101 2023 359
Arrêt de la IIe Cour des assurances sociales du Tribunal cantonal
20 décembre 2023Français11 min
I. La convention signée les 14 décembre 2023 et 8 janvier 2024 entre B.________, A.________ et C.________ comportant la modification des chiffres 6, 7, 8 et 10 du dispositif de la décision du Tribunal civil de l‘arrondissement de la Gruyère du 30 août 2023 est ratifiée en la teneur suivante :
Source fr.ch
101 2023 359
Arrêt du 2 février 2024
Ie Cour d’appel civil
Composition
Président : Jérôme Delabays
Juges : Sandra Wohlhauser, Laurent Schneuwly
Greffière-rapporteure : Catherine Faller
Parties
A.________,
défenderesse et appelante, représentée par Me Laurent Bosson, avocat
contre
B.________,
demandeur et intimé, représenté par Me Marie-Eve Guillod, avocate
dans la cause concernant également l’enfant majeur C.________, domicilié chez son père B.________
Objet
Divorce – ratification d’une convention relative à la contribution d’entretien pour les enfants et pour la mère
Appel du 26 septembre 2023 contre la décision du Tribunal civil de l'arrondissement de la Gruyère du 30 août 2023
considérant en fait
A. B.________, né en 1976, et A.________, née en 1972, se sont mariés en 2005 et ont deux enfants, soit C.________ né en 2005 et donc majeur, et D.________ né en 2006.

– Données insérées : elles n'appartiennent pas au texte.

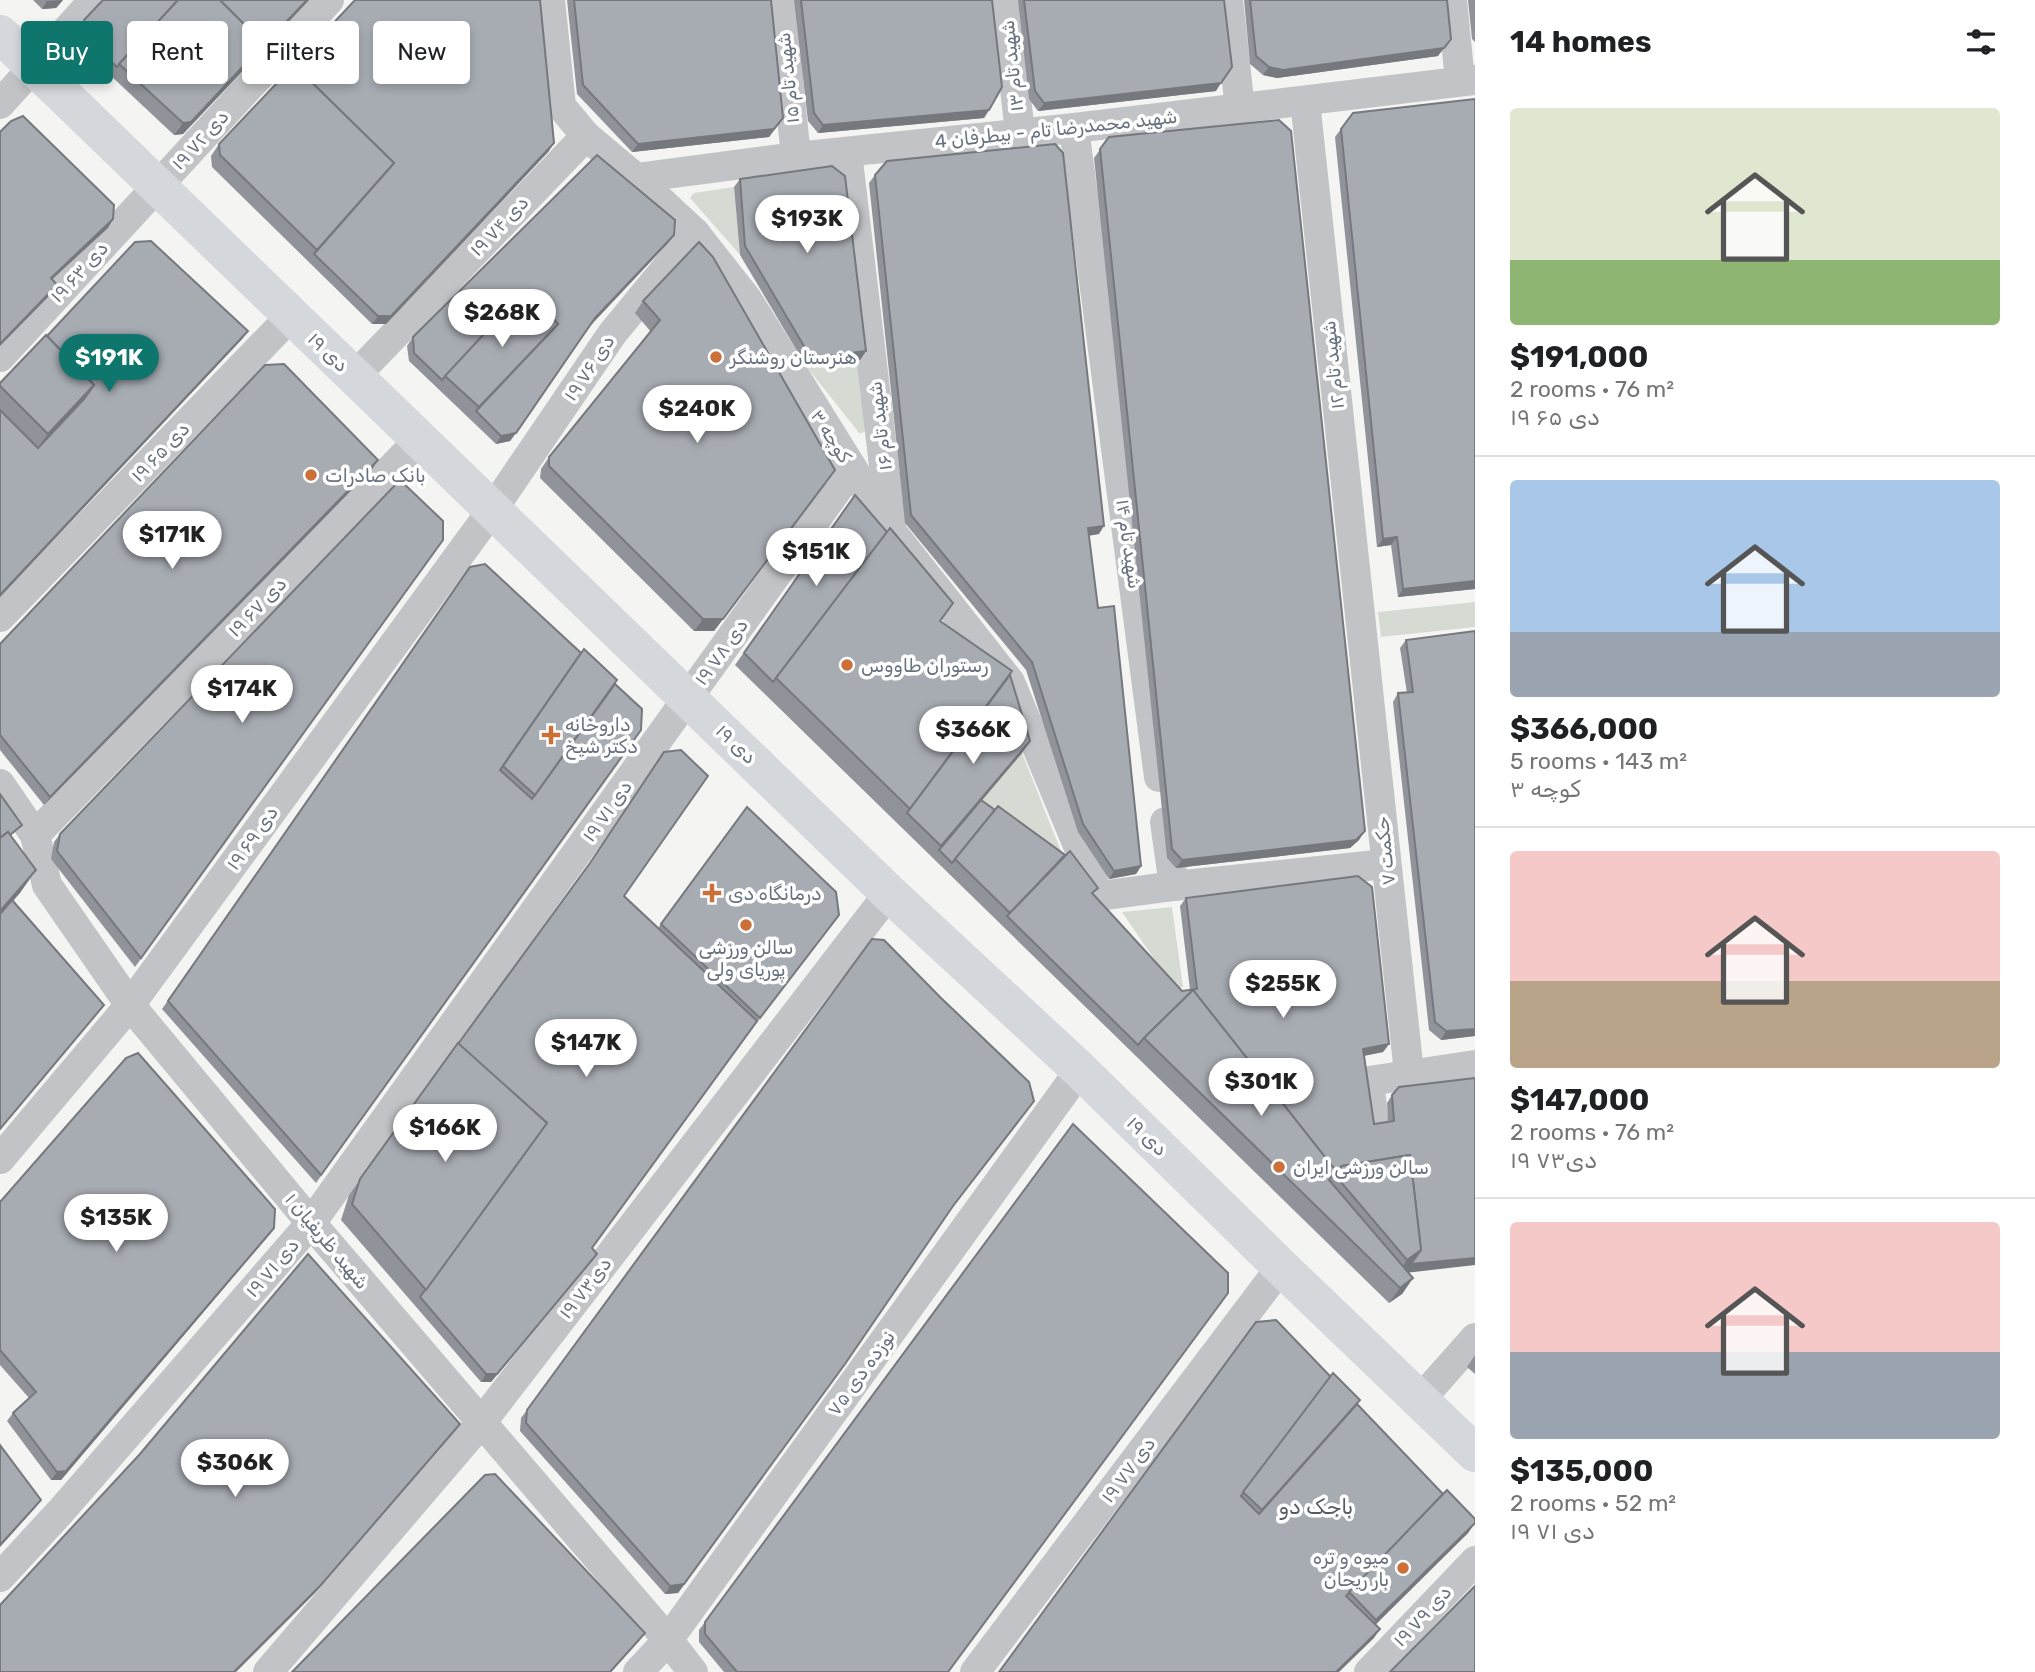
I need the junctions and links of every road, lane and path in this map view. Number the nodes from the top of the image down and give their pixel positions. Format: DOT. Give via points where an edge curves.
graph roads {
  1 [pos="94,0"];
  2 [pos="329,0"];
  3 [pos="550,0"];
  4 [pos="780,0"];
  5 [pos="1005,0"];
  6 [pos="1228,0"];
  7 [pos="1452,0"];
  8 [pos="76,21"];
  9 [pos="0,34"];
  10 [pos="21,54"];
  11 [pos="1467,81"];
  12 [pos="21,82"];
  13 [pos="52,84"];
  14 [pos="1306,101"];
  15 [pos="0,104"];
  16 [pos="1240,108"];
  17 [pos="1074,128"];
  18 [pos="1020,132"];
  19 [pos="586,136"];
  20 [pos="847,152"];
  21 [pos="796,157"];
  22 [pos="636,178"];
  23 [pos="157,187"];
  24 [pos="695,233"];
  25 [pos="291,316"];
  26 [pos="0,357"];
  27 [pos="354,377"];
  28 [pos="420,439"];
  29 [pos="852,469"];
  30 [pos="493,509"];
  31 [pos="892,532"];
  32 [pos="0,617"];
  33 [pos="1360,629"];
  34 [pos="688,698"];
  35 [pos="0,785"];
  36 [pos="35,835"];
  37 [pos="1387,863"];
  38 [pos="1174,886"];
  39 [pos="888,893"];
  40 [pos="130,1005"];
  41 [pos="1475,1065"];
  42 [pos="1080,1070"];
  43 [pos="1409,1073"];
  44 [pos="1374,1125"];
  45 [pos="0,1159"];
  46 [pos="311,1223"];
  47 [pos="1281,1268"];
  48 [pos="1475,1338"];
  49 [pos="1420,1400"];
  50 [pos="481,1423"];
  51 [pos="1475,1453"];
  52 [pos="1475,1561"];
  53 [pos="0,1577"];
  54 [pos="668,1640"];
  55 [pos="268,1672"];
  56 [pos="638,1672"];
  57 [pos="693,1672"];
  58 [pos="975,1672"];
  59 [pos="1370,1672"];
  1 -- 8 [label="street"];
  2 -- 23 [label="street, ۱۹ دی ۷۲"];
  3 -- 19 [label="street, کوچه ۳" via="561,106"];
  4 -- 21 [label="street, شهید تام ۱۵"];
  5 -- 18 [label="street, شهید تام ۱۳"];
  6 -- 16 [label="street"];
  7 -- 11 [label="street"];
  9 -- 10 [label="main road, ۱۹ دی"];
  11 -- 14 [label="street, شهید محمدرضا تام - بیطرفان 4"];
  12 -- 15 [label="street"];
  13 -- 23 [label="main road, ۱۹ دی"];
  14 -- 16 [label="street, شهید محمدرضا تام - بیطرفان 4"];
  14 -- 33 [label="street, شهید تام ۱۲"];
  16 -- 17 [label="street, شهید محمدرضا تام - بیطرفان 4"];
  17 -- 18 [label="street, شهید محمدرضا تام - بیطرفان 4"];
  17 -- 38 [label="street, شهید تام ۱۴"];
  18 -- 20 [label="street, شهید محمدرضا تام - بیطرفان 4"];
  19 -- 22 [label="street, کوچه ۳"];
  19 -- 27 [label="street, ۱۹ دی ۷۴"];
  20 -- 21 [label="street, شهید محمدرضا تام - بیطرفان 4"];
  20 -- 31 [label="street, شهید تام ۱۶"];
  21 -- 22 [label="street, شهید محمدرضا تام - بیطرفان 4"];
  22 -- 24 [label="street, کوچه ۳"];
  23 -- 25 [label="main road, ۱۹ دی"];
  23 -- 26 [label="street, ۱۹ دی ۶۳"];
  24 -- 29 [label="street, کوچه ۳" via="747,299"];
  24 -- 30 [label="street, ۱۹ دی ۷۶" via="612,334"];
  25 -- 27 [label="main road, ۱۹ دی"];
  25 -- 32 [label="street, ۱۹ دی ۶۵"];
  27 -- 28 [label="main road, ۱۹ دی"];
  28 -- 30 [label="main road, ۱۹ دی"];
  28 -- 36 [label="street, ۱۹ دی ۶۷"];
  29 -- 31 [label="street, کوچه ۳"];
  29 -- 34 [label="street, ۱۹ دی ۷۸"];
  30 -- 34 [label="main road, ۱۹ دی"];
  30 -- 40 [label="street, ۱۹ دی ۶۹"];
  31 -- 38 [label="street, کوچه ۳" via="1010,682 1099,896"];
  33 -- 37 [label="street, حکمت ۷"];
  34 -- 39 [label="main road, ۱۹ دی"];
  34 -- 46 [label="street, ۱۹ دی ۷۱"];
  35 -- 36 [label="street, شهید ظریفیان ۱"];
  36 -- 40 [label="street, شهید ظریفیان ۱" via="47,885"];
  37 -- 38 [label="street"];
  37 -- 43 [label="street, حکمت ۷"];
  39 -- 42 [label="main road, ۱۹ دی"];
  39 -- 50 [label="street, ۱۹ دی۷۳"];
  40 -- 45 [label="street, ۱۹ دی ۶۹"];
  40 -- 46 [label="street, شهید ظریفیان ۱"];
  41 -- 43 [label="street"];
  42 -- 47 [label="main road, ۱۹ دی"];
  42 -- 54 [label="street, نوزده دی ۷۵"];
  43 -- 44 [label="street" via="1369,1081"];
  46 -- 50 [label="street, شهید ظریفیان ۱"];
  46 -- 53 [label="street, ۱۹ دی ۷۱"];
  47 -- 49 [label="main road, ۱۹ دی"];
  47 -- 58 [label="street, ۱۹ دی ۷۷"];
  48 -- 49 [label="street"];
  49 -- 51 [label="main road, ۱۹ دی"];
  50 -- 54 [label="street, شهید ظریفیان ۱"];
  50 -- 55 [label="street, ۱۹ دی۷۳"];
  52 -- 59 [label="street, ۱۹ دی ۷۹"];
  54 -- 56 [label="street, نوزده دی ۷۵"];
  54 -- 57 [label="street, شهید ظریفیان ۱"];
}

Le 30 août 2023, le Tribunal civil de l’arrondissement de la Gruyère a prononcé le divorce des parties (ch. 1). L’autorité parentale sur D.________ a été maintenue en commun (ch. 2), sa garde étant assumée par sa mère (ch. 3) ; le droit de visite du père a été réglé (ch. 5). Il a été prévu que A.________ conservera la totalité des bonifications éducatives en faveur de l’enfant (ch. 4). B.________ a été astreint à verser chaque mois pour D.________ CHF 900.- dès l’entrée en force de la décision et tant que A.________ ne ferait pas ménage commun avec son compagnon, puis CHF 795.- dès cette cohabitation jusqu’au 31 juillet 2024, enfin CHF 730.- du 1er août 2024 jusqu’à l’achèvement de sa formation le 31 juillet 2025 (art. 6).

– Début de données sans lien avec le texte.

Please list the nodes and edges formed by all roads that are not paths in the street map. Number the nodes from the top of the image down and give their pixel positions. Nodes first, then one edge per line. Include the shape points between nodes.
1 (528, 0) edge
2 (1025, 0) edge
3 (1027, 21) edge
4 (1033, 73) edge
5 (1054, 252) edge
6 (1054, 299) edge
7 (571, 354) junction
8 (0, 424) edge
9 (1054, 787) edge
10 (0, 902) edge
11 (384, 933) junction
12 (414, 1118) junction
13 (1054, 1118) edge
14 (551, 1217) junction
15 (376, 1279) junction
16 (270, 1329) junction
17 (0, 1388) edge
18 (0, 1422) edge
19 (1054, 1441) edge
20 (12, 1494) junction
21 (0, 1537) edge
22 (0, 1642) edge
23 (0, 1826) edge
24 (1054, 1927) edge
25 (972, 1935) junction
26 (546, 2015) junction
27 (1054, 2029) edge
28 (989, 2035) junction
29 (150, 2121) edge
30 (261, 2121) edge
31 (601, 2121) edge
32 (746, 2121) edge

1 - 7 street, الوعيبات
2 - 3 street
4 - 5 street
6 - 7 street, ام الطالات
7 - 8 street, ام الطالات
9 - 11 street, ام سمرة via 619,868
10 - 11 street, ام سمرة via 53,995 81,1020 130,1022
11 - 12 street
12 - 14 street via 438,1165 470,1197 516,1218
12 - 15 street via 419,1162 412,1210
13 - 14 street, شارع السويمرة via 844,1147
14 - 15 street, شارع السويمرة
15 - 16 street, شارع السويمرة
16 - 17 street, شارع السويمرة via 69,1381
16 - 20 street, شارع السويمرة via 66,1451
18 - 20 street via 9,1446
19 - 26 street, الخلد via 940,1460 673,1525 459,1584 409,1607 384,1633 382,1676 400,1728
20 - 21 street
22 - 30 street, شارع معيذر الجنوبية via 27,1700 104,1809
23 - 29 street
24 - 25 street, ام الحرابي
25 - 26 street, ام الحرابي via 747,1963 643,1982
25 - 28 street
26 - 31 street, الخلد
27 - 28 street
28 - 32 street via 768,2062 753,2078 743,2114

En ce qui concerne C.________, qui vit chez son père, la pension due par A.________ a été fixée à CHF 170.- dès le début de la cohabitation jusqu’au 31 juillet 2024, puis à CHF 135.- jusqu’au
31 juillet 2025 (ch. 7). Pour les deux enfants, les allocations familiales et patronales sont payables en sus. Les frais extraordinaires sont supportés par moitié par les parents moyennant une décision commune (ch. 8).
En ce qui concerne la pension de l’épouse, elle a été arrêtée à CHF 235.- à verser dès l’entrée en force de la décision et tant que A.________ ne cohabite pas avec son nouveau compagnon, mais au plus tard jusqu’au 31 juillet 2025 (ch. 10). Le régime matrimonial a été liquidé (ch. 11), de même que le sort des avoirs de prévoyance (ch. 12). Les frais de la procédure ont enfin été réglés (ch. 13).

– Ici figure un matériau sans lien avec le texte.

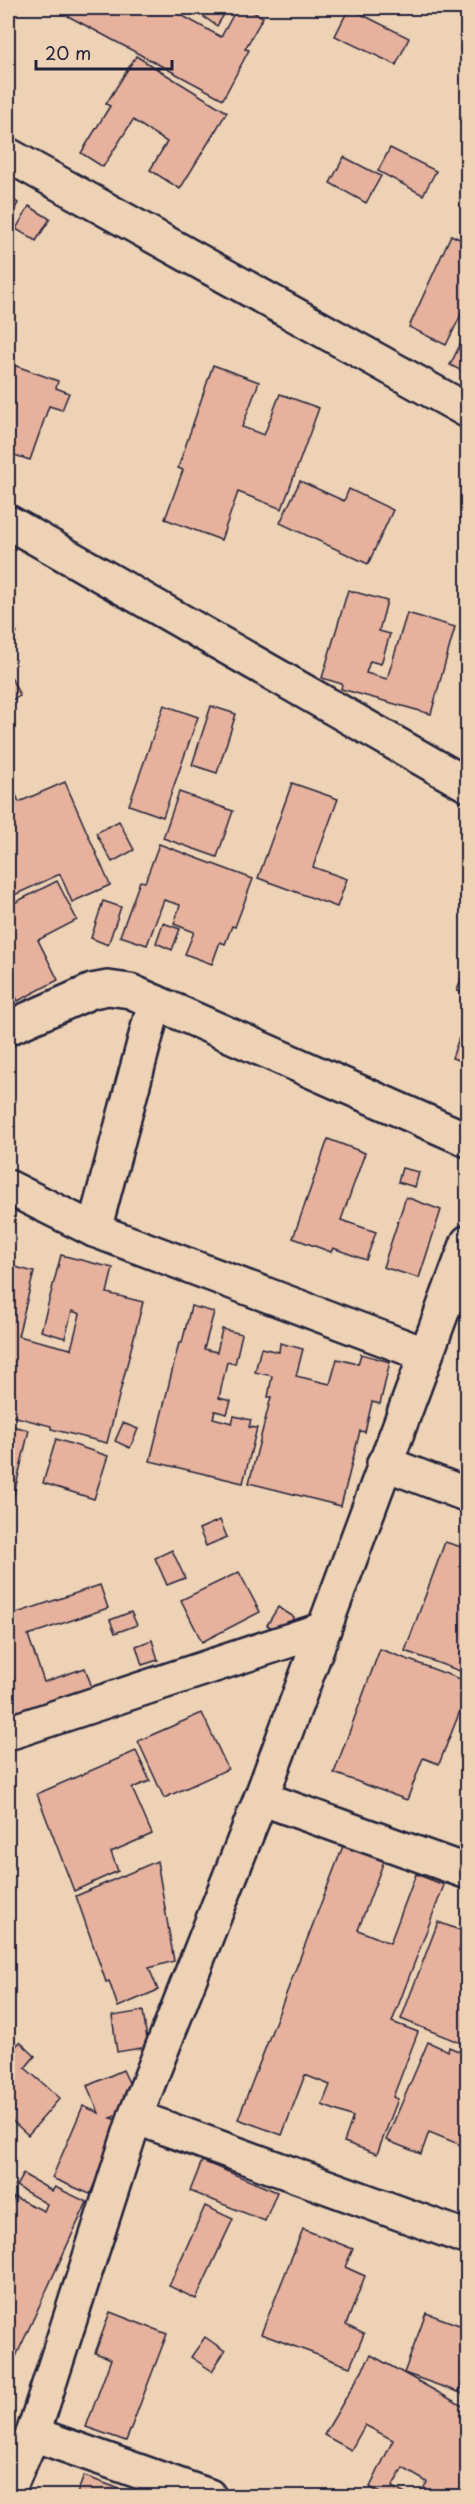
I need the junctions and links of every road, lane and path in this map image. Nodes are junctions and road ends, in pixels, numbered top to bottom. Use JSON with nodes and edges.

B. Le 26 septembre 2023, A.________ a interjeté appel contre cette décision. Elle a conclu, avec suite de frais, que la pension de D.________ soit arrêtée à CHF 900.- jusqu’à la fin de sa deuxième année de formation puis à CHF 825.- jusqu’au terme de celle-ci. Elle a ensuite conclu à ce qu’il soit constaté qu’elle n’est pas en mesure de verser une pension à C.________. S’agissant de sa propre contribution d’entretien, elle a demandé qu’elle soit arrêtée à CHF 900.- jusqu’à ce que B.________ ait atteint l’âge de la retraite.
A.________ a requis l’assistance judiciaire pour la procédure d’appel. Elle lui a été accordée par décision présidentielle du 4 octobre 2023.
La procédure a ensuite été suspendue, les parties étant en discussion transactionnelle.
Le 15 janvier 2024, les parties ont produit une convention tendant à la modification des chiffres 6, 7 et 10 du dispositif de la décision du 30 août 2023, dont la teneur est la suivante :
« 6. Dès le 1er octobre 2023, B.________ contribuera à l'entretien de l'enfant D.________ par le versement d'une pension mensuelle de CHF 1'000.- jusqu'à la majorité de l'enfant, cas échéant au-delà et jusqu'à la fin de Ia formation professionnelle pour autant qu'elle soit achevée dans les délais de l'article 277 alinéa 2 CC.
Les allocations familiales et patronales éventuelles sont payables en sus.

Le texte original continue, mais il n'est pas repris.